Tableau Software emerged from software developed at Stanford University for a defense project. Its chief scientist and one of Tableau's co-founders, Pat Hanrahan, was a founding employee at Pixar, where he was chief architect of an innovative rendering protocol for graphics. The combination of query capabilities and strong computer graphics for visualization have helped Tableau take root in about 6,000 companies in nearly 100 countries.

"Because it's so easy to use, people enjoy working with Tableau," says Elissa Fink, VP of marketing at Tableau. "Our customers range from Fortune 100 companies to mom-and-pop shops. Companies do not need a dedicated staff to get value from the product; on the contrary, it is designed for broad use." A customer of Tableau's before going to work there, Fink had been stymied in her efforts to extract meaningful data from traditional BI products. "With Tableau, users can get started right away, and gain insights from the very beginning," she says.

Automating the scorecard

Companies that move from manual processes to a BI system experience a quantum leap in their ability to provide timely analyses of operational data. ResCare provides services to more than a million people with special needs each year. To monitor its performance, the company prepared a scorecard that covered major business areas, including financial data, risk management and customer satisfaction.
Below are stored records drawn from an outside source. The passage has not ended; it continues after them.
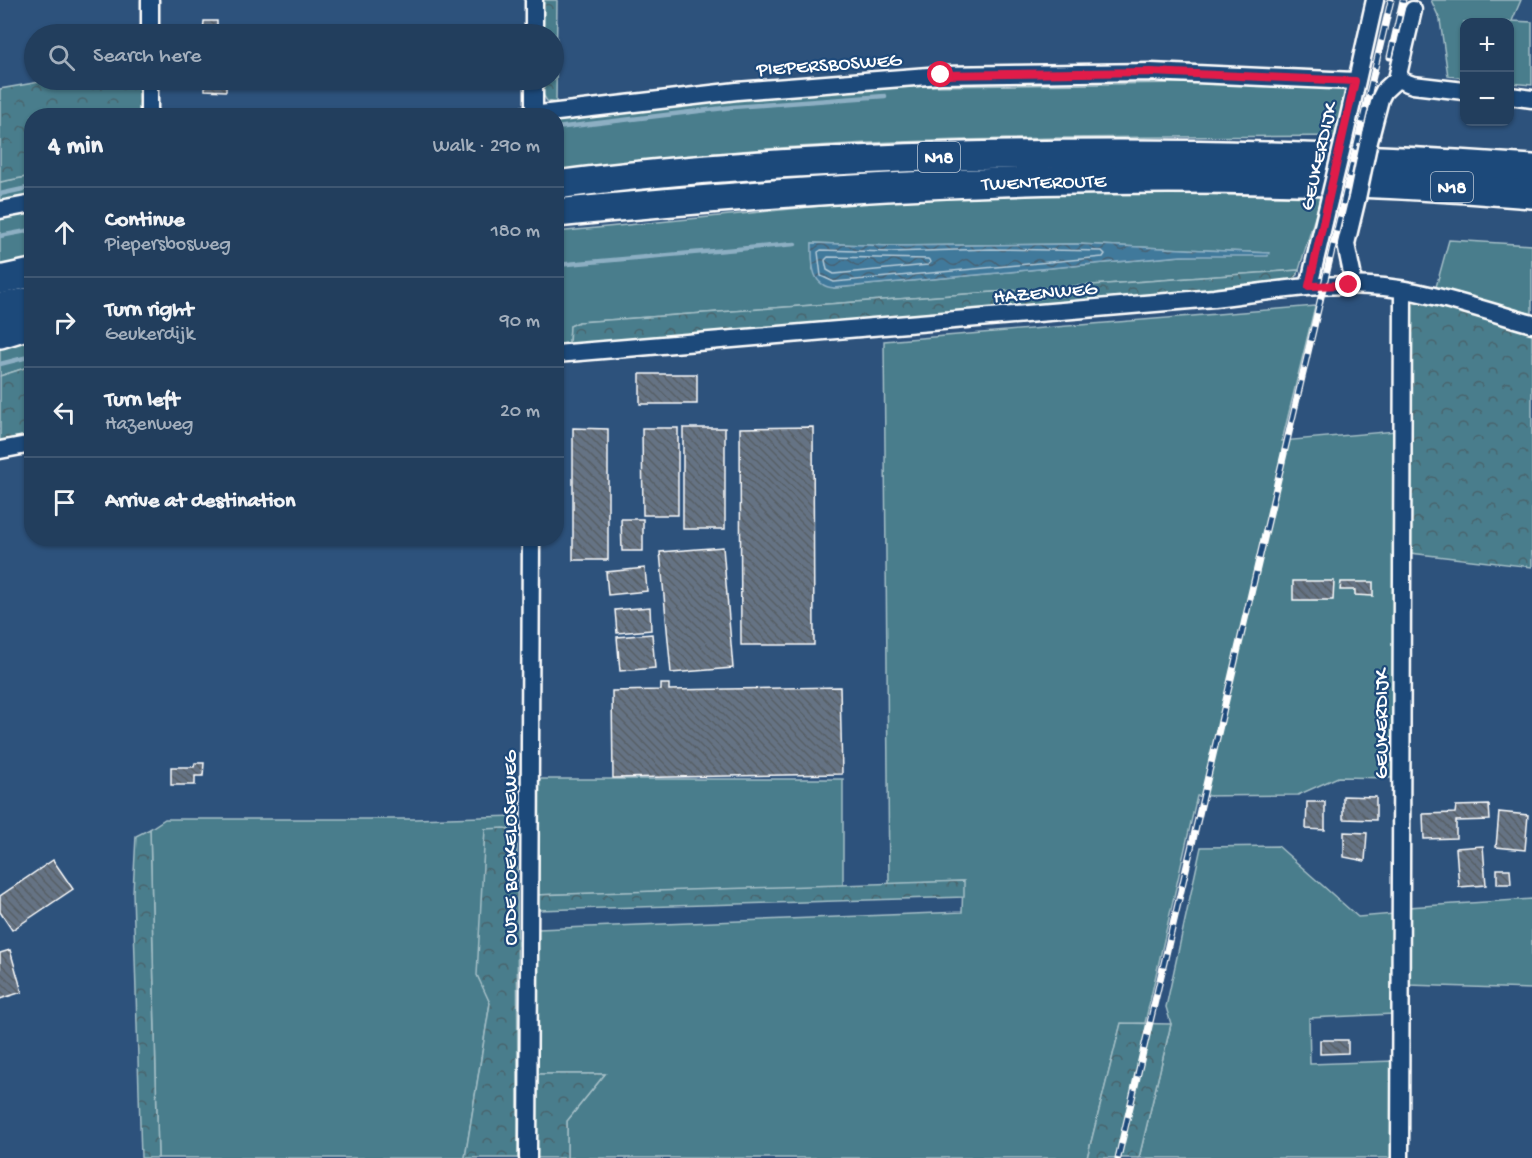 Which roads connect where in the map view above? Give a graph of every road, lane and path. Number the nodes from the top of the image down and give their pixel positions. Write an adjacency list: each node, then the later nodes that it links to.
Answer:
1 (150, 0): 5 (street)
2 (534, 0): 6 (street)
3 (1375, 0): 8 (street, GEUKERDIJK)
4 (1413, 10): 7 (street)
5 (150, 24)
6 (534, 24)
7 (1397, 79): 11 (street); 25 (street, bridge)
8 (1355, 81): 16 (street, PIEPERSBOSWEG); 26 (street, GEUKERDIJK, bridge)
9 (149, 90): 14 (street)
10 (532, 90): 15 (street)
11 (1460, 91)
12 (1514, 97): 13 (street)
13 (1532, 99)
14 (149, 108)
15 (529, 108)
16 (564, 111)
17 (1532, 170): 18 (highway, TWENTEROUTE / N18)
18 (564, 184)
19 (1532, 194): 22 (highway, TWENTEROUTE / N18)
20 (24, 206): 21 (street)
21 (0, 210)
22 (564, 212)
23 (24, 275): 24 (highway)
24 (0, 280)
25 (1349, 285): 26 (street, HAZENWEG); 27 (street, HAZENWEG)
26 (1309, 286): 33 (street, HAZENWEG)
27 (1403, 290): 30 (street, HAZENWEG); 38 (street, GEUKERDIJK)
28 (24, 302): 29 (highway)
29 (0, 307)
30 (1532, 324)
31 (24, 326): 32 (highway)
32 (0, 334)
33 (564, 353)
34 (24, 446): 35 (street)
35 (0, 450)
36 (531, 546): 37 (street, OUDE BOEKELOSEWEG)
37 (528, 1158)
38 (1400, 1158)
One employee gathered information from numerous sources in different formats and media, including both paper and electronically stored information, and aggregated it to produce the scorecard. The process took up to eight weeks and was completed on a quarterly basis.

Wanting to automate the process, ResCare hired a consulting firm to provide an intensive, objective assessment of available BI options. The study took about six months and narrowed the choice to three vendors. After carefully considering a large set of decision factors, ResCare selected two products from Oracle, Oracle Business Intelligence Foundation and Oracle Business Intelligence Application.

The implementation was done with two primary goals in mind. "We wanted to have a much quicker turnaround time for our analyses," says Joe Lichtefeld, VP of application services at ResCare. "Seeing data two or three months later did not provide us with the decision-making capability we needed. At the same time, we wanted the analyses to reach more people so they could benefit from the information."